##### Task input

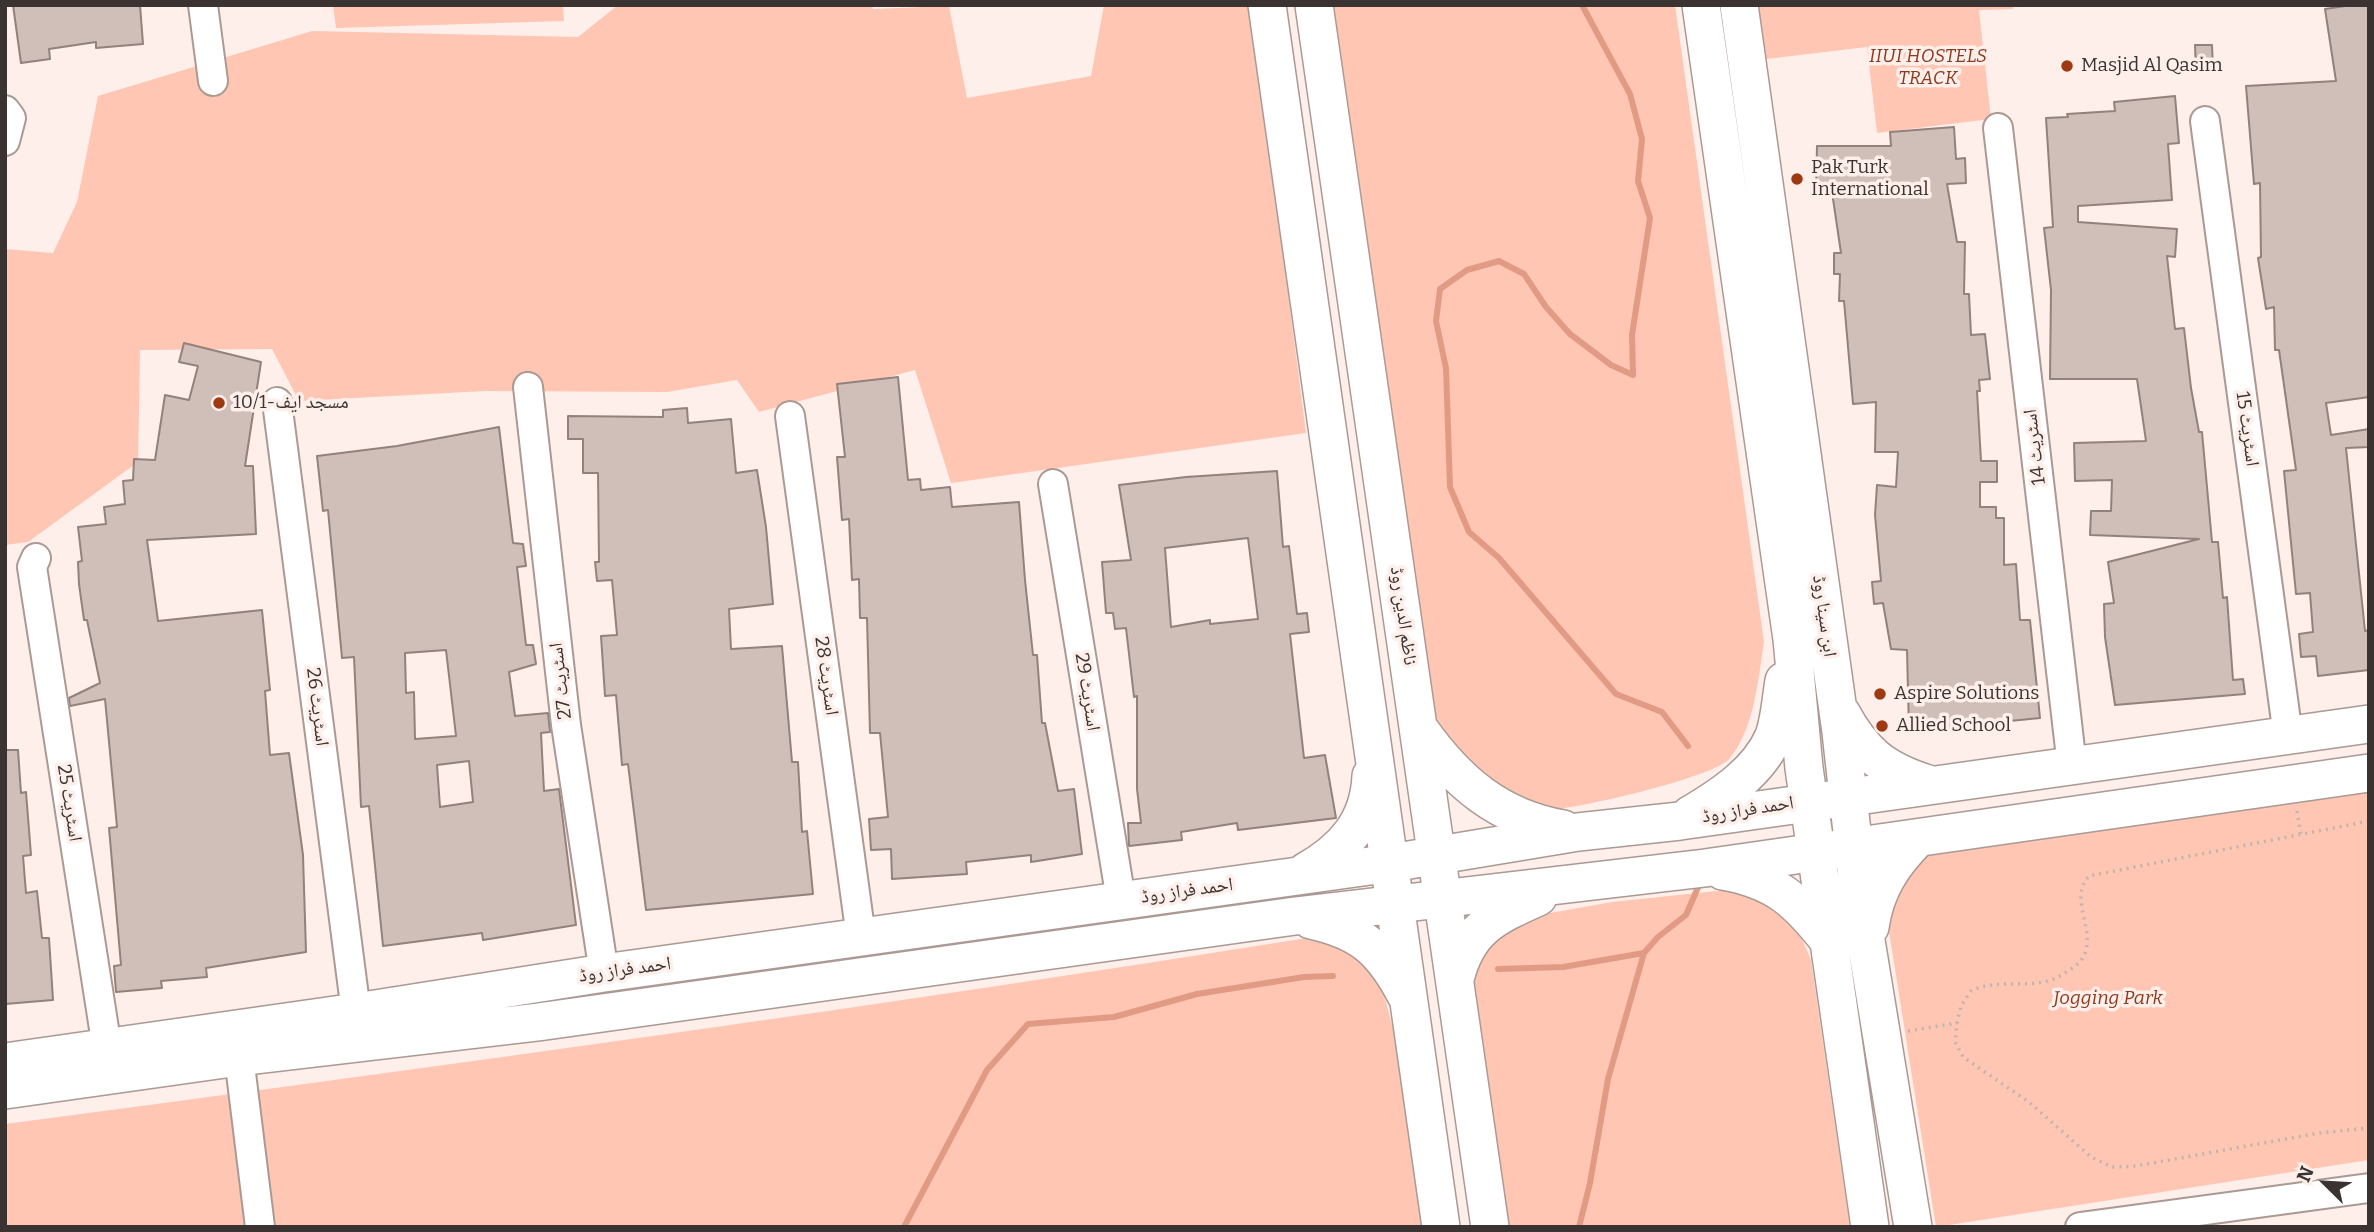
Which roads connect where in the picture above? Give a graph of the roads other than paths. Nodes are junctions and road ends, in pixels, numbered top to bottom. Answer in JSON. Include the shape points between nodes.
{"nodes":[{"id":1,"x":203,"y":5,"type":"edge"},
{"id":2,"x":1267,"y":5,"type":"edge"},
{"id":3,"x":1314,"y":5,"type":"edge"},
{"id":4,"x":1702,"y":5,"type":"edge"},
{"id":5,"x":1739,"y":5,"type":"edge"},
{"id":6,"x":1746,"y":57,"type":"junction"},
{"id":7,"x":1709,"y":61,"type":"junction"},
{"id":8,"x":213,"y":81,"type":"dead end"},
{"id":9,"x":5,"y":110,"type":"edge"},
{"id":10,"x":2206,"y":121,"type":"dead end"},
{"id":11,"x":1998,"y":128,"type":"dead end"},
{"id":12,"x":5,"y":141,"type":"edge"},
{"id":13,"x":528,"y":387,"type":"dead end"},
{"id":14,"x":277,"y":402,"type":"dead end"},
{"id":15,"x":790,"y":416,"type":"dead end"},
{"id":16,"x":1053,"y":484,"type":"dead end"},
{"id":17,"x":36,"y":558,"type":"dead end"},
{"id":18,"x":1792,"y":639,"type":"junction"},
{"id":19,"x":1836,"y":702,"type":"junction"},
{"id":20,"x":2369,"y":724,"type":"edge"},
{"id":21,"x":1420,"y":729,"type":"junction"},
{"id":22,"x":2288,"y":736,"type":"junction"},
{"id":23,"x":1373,"y":740,"type":"junction"},
{"id":24,"x":2072,"y":766,"type":"junction"},
{"id":25,"x":2369,"y":773,"type":"edge"},
{"id":26,"x":1928,"y":784,"type":"junction"},
{"id":27,"x":1848,"y":795,"type":"junction"},
{"id":28,"x":1809,"y":800,"type":"junction"},
{"id":29,"x":1681,"y":821,"type":"junction"},
{"id":30,"x":1578,"y":832,"type":"junction"},
{"id":31,"x":1918,"y":838,"type":"junction"},
{"id":32,"x":1854,"y":847,"type":"junction"},
{"id":33,"x":1816,"y":852,"type":"junction"},
{"id":34,"x":1438,"y":855,"type":"junction"},
{"id":35,"x":1391,"y":863,"type":"junction"},
{"id":36,"x":1705,"y":868,"type":"junction"},
{"id":37,"x":1298,"y":876,"type":"junction"},
{"id":38,"x":1561,"y":886,"type":"junction"},
{"id":39,"x":1445,"y":899,"type":"junction"},
{"id":40,"x":1121,"y":900,"type":"junction"},
{"id":41,"x":1397,"y":905,"type":"junction"},
{"id":42,"x":1295,"y":916,"type":"junction"},
{"id":43,"x":862,"y":937,"type":"junction"},
{"id":44,"x":1829,"y":941,"type":"junction"},
{"id":45,"x":1868,"y":946,"type":"junction"},
{"id":46,"x":604,"y":972,"type":"junction"},
{"id":47,"x":1455,"y":982,"type":"junction"},
{"id":48,"x":1412,"y":1005,"type":"junction"},
{"id":49,"x":356,"y":1012,"type":"junction"},
{"id":50,"x":107,"y":1048,"type":"junction"},
{"id":51,"x":1883,"y":1048,"type":"junction"},
{"id":52,"x":175,"y":1052,"type":"junction"},
{"id":53,"x":239,"y":1057,"type":"junction"},
{"id":54,"x":5,"y":1062,"type":"edge"},
{"id":55,"x":1847,"y":1068,"type":"junction"},
{"id":56,"x":5,"y":1090,"type":"edge"},
{"id":57,"x":2369,"y":1188,"type":"edge"},
{"id":58,"x":260,"y":1227,"type":"edge"},
{"id":59,"x":1441,"y":1227,"type":"edge"},
{"id":60,"x":1490,"y":1227,"type":"edge"},
{"id":61,"x":1870,"y":1227,"type":"edge"},
{"id":62,"x":1913,"y":1227,"type":"edge"},
{"id":63,"x":2080,"y":1227,"type":"edge"}],
"edges":[{"from":1,"to":8,"type":"street"},
{"from":2,"to":23,"type":"main road"},
{"from":3,"to":21,"type":"main road","name":"ناظم الدین روڈ"},
{"from":4,"to":7,"type":"main road","name":"ابن سینا روڈ"},
{"from":5,"to":6,"type":"main road","name":"ابن سینا روڈ"},
{"from":6,"to":7,"type":"main road"},
{"from":6,"to":19,"type":"main road","name":"ابن سینا روڈ"},
{"from":7,"to":18,"type":"main road","name":"ابن سینا روڈ"},
{"from":9,"to":12,"type":"street","via":[[11,118]]},
{"from":10,"to":22,"type":"street","name":"اسٹریٹ 15"},
{"from":11,"to":24,"type":"street","name":"اسٹریٹ 14"},
{"from":13,"to":46,"type":"street","name":"اسٹریٹ 27","via":[[566,725]]},
{"from":14,"to":49,"type":"street","name":"اسٹریٹ 26"},
{"from":15,"to":43,"type":"street","name":"اسٹریٹ 28"},
{"from":16,"to":40,"type":"street","name":"اسٹریٹ 29"},
{"from":17,"to":50,"type":"street","name":"اسٹریٹ 25","via":[[32,567]]},
{"from":18,"to":28,"type":"main road","name":"ابن سینا روڈ"},
{"from":18,"to":29,"type":"main road","via":[[1774,735],[1759,760],[1724,795]]},
{"from":19,"to":26,"type":"main road","via":[[1854,736],[1877,762]]},
{"from":19,"to":27,"type":"main road","name":"ابن سینا روڈ"},
{"from":20,"to":22,"type":"main road","name":"احمد فراز روڈ"},
{"from":21,"to":30,"type":"main road","via":[[1443,762],[1503,811],[1540,825]]},
{"from":21,"to":34,"type":"main road","name":"ناظم الدین روڈ"},
{"from":22,"to":24,"type":"main road","name":"احمد فراز روڈ"},
{"from":23,"to":35,"type":"main road"},
{"from":23,"to":37,"type":"main road","via":[[1371,790],[1357,828],[1333,856]]},
{"from":24,"to":26,"type":"main road","name":"احمد فراز روڈ"},
{"from":25,"to":31,"type":"main road","name":"احمد فراز روڈ"},
{"from":26,"to":27,"type":"main road","name":"احمد فراز روڈ"},
{"from":27,"to":28,"type":"main road","name":"احمد فراز روڈ"},
{"from":27,"to":32,"type":"main road","name":"ابن سینا روڈ"},
{"from":28,"to":29,"type":"main road","name":"احمد فراز روڈ"},
{"from":28,"to":33,"type":"main road","name":"ابن سینا روڈ"},
{"from":29,"to":30,"type":"main road","name":"احمد فراز روڈ"},
{"from":30,"to":34,"type":"main road","name":"احمد فراز روڈ"},
{"from":31,"to":32,"type":"main road","name":"احمد فراز روڈ"},
{"from":31,"to":45,"type":"main road","via":[[1900,856],[1873,905]]},
{"from":32,"to":33,"type":"main road","name":"احمد فراز روڈ"},
{"from":32,"to":45,"type":"main road","name":"ابن سینا روڈ"},
{"from":33,"to":36,"type":"main road","name":"احمد فراز روڈ"},
{"from":33,"to":44,"type":"main road","name":"ابن سینا روڈ"},
{"from":34,"to":35,"type":"main road","name":"احمد فراز روڈ"},
{"from":34,"to":39,"type":"main road","name":"ناظم الدین روڈ"},
{"from":35,"to":37,"type":"main road","name":"احمد فراز روڈ"},
{"from":35,"to":41,"type":"main road"},
{"from":36,"to":38,"type":"main road","name":"احمد فراز روڈ"},
{"from":36,"to":44,"type":"main road","via":[[1749,877],[1783,891]]},
{"from":37,"to":40,"type":"main road","name":"احمد فراز روڈ"},
{"from":38,"to":39,"type":"main road","name":"احمد فراز روڈ"},
{"from":38,"to":47,"type":"main road","via":[[1478,930],[1461,954]]},
{"from":39,"to":41,"type":"main road","name":"احمد فراز روڈ"},
{"from":39,"to":47,"type":"main road","name":"ناظم الدین روڈ"},
{"from":40,"to":43,"type":"main road","name":"احمد فراز روڈ"},
{"from":41,"to":42,"type":"main road","name":"احمد فراز روڈ"},
{"from":41,"to":48,"type":"main road"},
{"from":42,"to":48,"type":"main road","via":[[1340,926],[1368,941],[1393,970]]},
{"from":42,"to":53,"type":"main road","name":"احمد فراز روڈ","via":[[538,1022]]},
{"from":43,"to":46,"type":"main road","name":"احمد فراز روڈ"},
{"from":44,"to":55,"type":"main road","name":"ابن سینا روڈ"},
{"from":45,"to":51,"type":"main road","name":"ابن سینا روڈ"},
{"from":46,"to":49,"type":"main road","name":"احمد فراز روڈ"},
{"from":47,"to":60,"type":"main road","name":"ناظم الدین روڈ"},
{"from":48,"to":59,"type":"main road"},
{"from":49,"to":52,"type":"main road","name":"احمد فراز روڈ"},
{"from":50,"to":52,"type":"main road","name":"احمد فراز روڈ"},
{"from":50,"to":54,"type":"main road","name":"احمد فراز روڈ"},
{"from":51,"to":55,"type":"main road"},
{"from":51,"to":62,"type":"main road","name":"ابن سینا روڈ"},
{"from":52,"to":53,"type":"main road","name":"احمد فراز روڈ"},
{"from":52,"to":56,"type":"main road","name":"احمد فراز روڈ"},
{"from":53,"to":58,"type":"street"},
{"from":55,"to":61,"type":"main road","name":"ابن سینا روڈ"},
{"from":57,"to":63,"type":"street"}]}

##########

*What this task involves*:
Every line in the entries above that mentions the word "nodes" must be shown.

*Response to this task*:
Which roads connect where in the picture above? Give a graph of the roads other than paths. Nodes are junctions and road ends, in pixels, numbered top to bottom. Answer in JSON. Include the shape points between nodes.
{"nodes":[{"id":1,"x":203,"y":5,"type":"edge"},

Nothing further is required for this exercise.